Konflik ini telah menjadikan Babussalam terpecah menjadi dua, pertama, kelompok yang menyatakan bahwa Syekh Muhammad Daud yang sah menjadi mursyid dan nâzdir Babussalam, dan yang lain menyatakan bahwa Faqih Tambahlah yang sah memangku jabatan tersebut. Pada akhirnya Syekh Muahammad Daud mendirikan rumah suluk-nya sendiri, yang letaknya tidak beberapa jauh dari rumah suluk yang dipimpim oleh saudaranya Syekh Faqih Tambah.
Usaha untuk menengahi polemik yang terjadi di antara keduanya, baik dari kalangan keluarga, organisasi Islam maupun dari kalangan pejabat pemerintah tetap tidak membuahkan hasil. Hingga keduanya di panggil kehadhirat Allah Swt. masing-masing tahun 1971-1972 M. keduanya tetap bertindak sebagai mursyid dan nâzdir di Babussalam.

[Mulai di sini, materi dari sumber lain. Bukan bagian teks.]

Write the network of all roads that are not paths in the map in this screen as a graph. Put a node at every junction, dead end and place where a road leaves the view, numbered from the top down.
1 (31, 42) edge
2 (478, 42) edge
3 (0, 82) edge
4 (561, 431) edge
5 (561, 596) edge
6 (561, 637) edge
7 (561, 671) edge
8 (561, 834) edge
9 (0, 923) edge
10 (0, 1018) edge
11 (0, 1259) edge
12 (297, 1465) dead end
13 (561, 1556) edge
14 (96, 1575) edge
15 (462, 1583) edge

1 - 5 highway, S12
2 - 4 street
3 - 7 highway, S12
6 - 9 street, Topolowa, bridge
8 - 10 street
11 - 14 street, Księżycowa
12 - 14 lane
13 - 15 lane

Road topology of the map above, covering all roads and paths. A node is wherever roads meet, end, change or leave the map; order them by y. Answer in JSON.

Sepeninggal keduanya, terpilihlah putra Syekh Abdul Wahab Rokan yang lain, Syekh Mu’im al-Wahhab. Pelantikan Syekh Mu’im sebagai mursyid dan nâzdir, pimpinan tertinggi (Tuan Guru Babussalam VII), di hadiri oleh ribuan umat Islam yang datang dari dalam maupun luar negeri. Ia memangku jabatan tersebut lebih kurang 9 tahun (1972-1981 M). Selanjutnya ia di gantikan oleh putra terakhir Syekh Abdul Wahab Rokan, Syekh Madyan al-Wahhab. Walaupun demikian, Babussalam tetap terpecah dua. Rumah sulûk peninggalan Syekh Muahammad Daud, terus di kelola oleh putranya Syekh Haji Tajuddin.

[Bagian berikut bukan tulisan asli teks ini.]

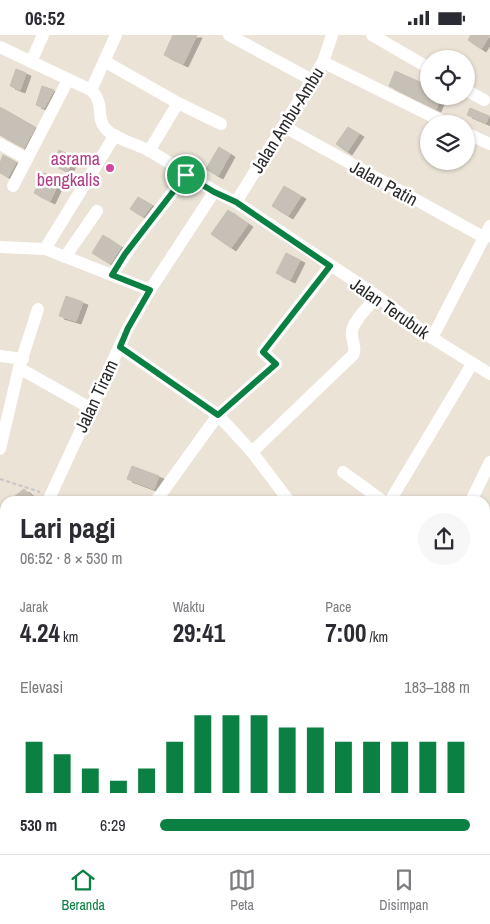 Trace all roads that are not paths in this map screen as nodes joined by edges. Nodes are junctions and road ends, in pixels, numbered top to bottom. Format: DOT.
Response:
graph roads {
  1 [pos="43,35"];
  2 [pos="116,35"];
  3 [pos="229,35"];
  4 [pos="332,35"];
  5 [pos="372,35"];
  6 [pos="0,47"];
  7 [pos="104,61"];
  8 [pos="31,62"];
  9 [pos="323,62"];
  10 [pos="420,63"];
  11 [pos="68,80"];
  12 [pos="312,81"];
  13 [pos="91,90"];
  14 [pos="475,95"];
  15 [pos="484,100"];
  16 [pos="178,103"];
  17 [pos="430,115"];
  18 [pos="221,124"];
  19 [pos="283,126"];
  20 [pos="115,135"];
  21 [pos="475,137"];
  22 [pos="0,143"];
  23 [pos="490,144"];
  24 [pos="150,151"];
  25 [pos="27,159"];
  26 [pos="186,175"];
  27 [pos="13,186"];
  28 [pos="214,192"];
  29 [pos="236,202"];
  30 [pos="97,211"];
  31 [pos="487,232"];
  32 [pos="0,247"];
  33 [pos="45,249"];
  34 [pos="66,257"];
  35 [pos="330,266"];
  36 [pos="112,275"];
  37 [pos="150,290"];
  38 [pos="376,296"];
  39 [pos="38,309"];
  40 [pos="432,338"];
  41 [pos="120,347"];
  42 [pos="0,357"];
  43 [pos="21,364"];
  44 [pos="472,364"];
  45 [pos="490,374"];
  46 [pos="90,409"];
  47 [pos="218,415"];
  48 [pos="0,447"];
  49 [pos="252,452"];
  50 [pos="490,462"];
  51 [pos="343,472"];
  52 [pos="49,496"];
  53 [pos="160,496"];
  54 [pos="285,496"];
  55 [pos="376,496"];
  56 [pos="393,496"];
  57 [pos="473,496"];
  1 -- 8 [label="street"];
  2 -- 7 [label="street"];
  3 -- 12 [label="street"];
  4 -- 9 [label="street, Jalan Ambu-Ambu"];
  5 -- 10 [label="street"];
  6 -- 8 [label="street"];
  7 -- 13 [label="street"];
  7 -- 16 [label="street"];
  8 -- 11 [label="street"];
  9 -- 12 [label="street, Jalan Ambu-Ambu"];
  9 -- 17 [label="street"];
  11 -- 13 [label="street"];
  11 -- 25 [label="street"];
  12 -- 19 [label="street, Jalan Ambu-Ambu"];
  13 -- 20 [label="street, Jalan Terubuk"];
  14 -- 15 [label="street"];
  16 -- 18 [label="street"];
  16 -- 24 [label="street"];
  19 -- 29 [label="street, Jalan Ambu-Ambu"];
  19 -- 31 [label="street, Jalan Patin"];
  20 -- 24 [label="street, Jalan Terubuk"];
  20 -- 33 [label="street"];
  21 -- 23 [label="street"];
  22 -- 25 [label="street"];
  24 -- 26 [label="street, Jalan Terubuk"];
  25 -- 27 [label="street"];
  26 -- 28 [label="street, Jalan Terubuk"];
  26 -- 36 [label="street"];
  28 -- 29 [label="street, Jalan Terubuk"];
  28 -- 37 [label="street, Jalan Tiram"];
  29 -- 35 [label="street, Jalan Terubuk"];
  30 -- 34 [label="street"];
  31 -- 40 [label="street"];
  32 -- 33 [label="street"];
  33 -- 34 [label="street"];
  34 -- 36 [label="street"];
  35 -- 38 [label="street, Jalan Terubuk"];
  35 -- 47 [label="street"];
  36 -- 37 [label="street"];
  37 -- 41 [label="street, Jalan Tiram"];
  38 -- 40 [label="street, Jalan Terubuk"];
  38 -- 49 [label="street"];
  39 -- 43 [label="street"];
  40 -- 44 [label="street, Jalan Terubuk"];
  41 -- 46 [label="street, Jalan Tiram"];
  41 -- 47 [label="street"];
  42 -- 43 [label="street"];
  43 -- 46 [label="street"];
  43 -- 48 [label="street"];
  44 -- 45 [label="street, Jalan Terubuk"];
  44 -- 56 [label="street"];
  46 -- 52 [label="street, Jalan Tiram"];
  47 -- 49 [label="street"];
  47 -- 53 [label="street"];
  49 -- 54 [label="street"];
  50 -- 57 [label="street"];
  51 -- 55 [label="street"];
}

Dua orang cucu terkemuka Syekh Abdul Wahab Rokan, Syekh Faqih Shaufi bin Syekh Haji Bakri dan Syekh Anas Mudawwar bin Syekh Muhammad Daud, merupakan dua calon terkuat dan di pandang layak untuk memimpin Babussalam sepeninggal Syekh Madyan al-Wahhab. Pemilihan ini tidak hanya melibatkan kalangan keluarga dan khalifah, tetapi juga melibatkan pejabat pemerintah. Dukungan politik yang diberikan oleh pemerintah kepada Syekh Anas Mudawwar merupakan faktor terkuat terpilihnya ia sebagai pimpinan tertinggi di Babussalam.
Keluarga besar Babussalam kembali disibukkan dengan pemilihan calon pemimpin baru sepeninggal Syekh Anas Mudawwar (1997 M.). Masing-masing Bani mengirim utusannya (calon) yang di pandang layak dalam pemilihan tersebut. H. Ahmad Fuad Said bin Syekh Faqih Tuah dan H. Hasyim al-Syarwani bin Syekh Mu’im al-Wahhab merupakan dua calon terkuat yang di pandang memenuhi syarat menjadi pemimpin Babussalam pada saat itu. Pada akhirnya H. Hasyim al-Syarwani terpilih menjadi mursyid dan nâzdir Babussalam menggantikan Syekh H. Anas Mudawwar setelah sebelumnya H. Ahmad Fuad Said mengundurkan diri dalam pencalonan tersebut.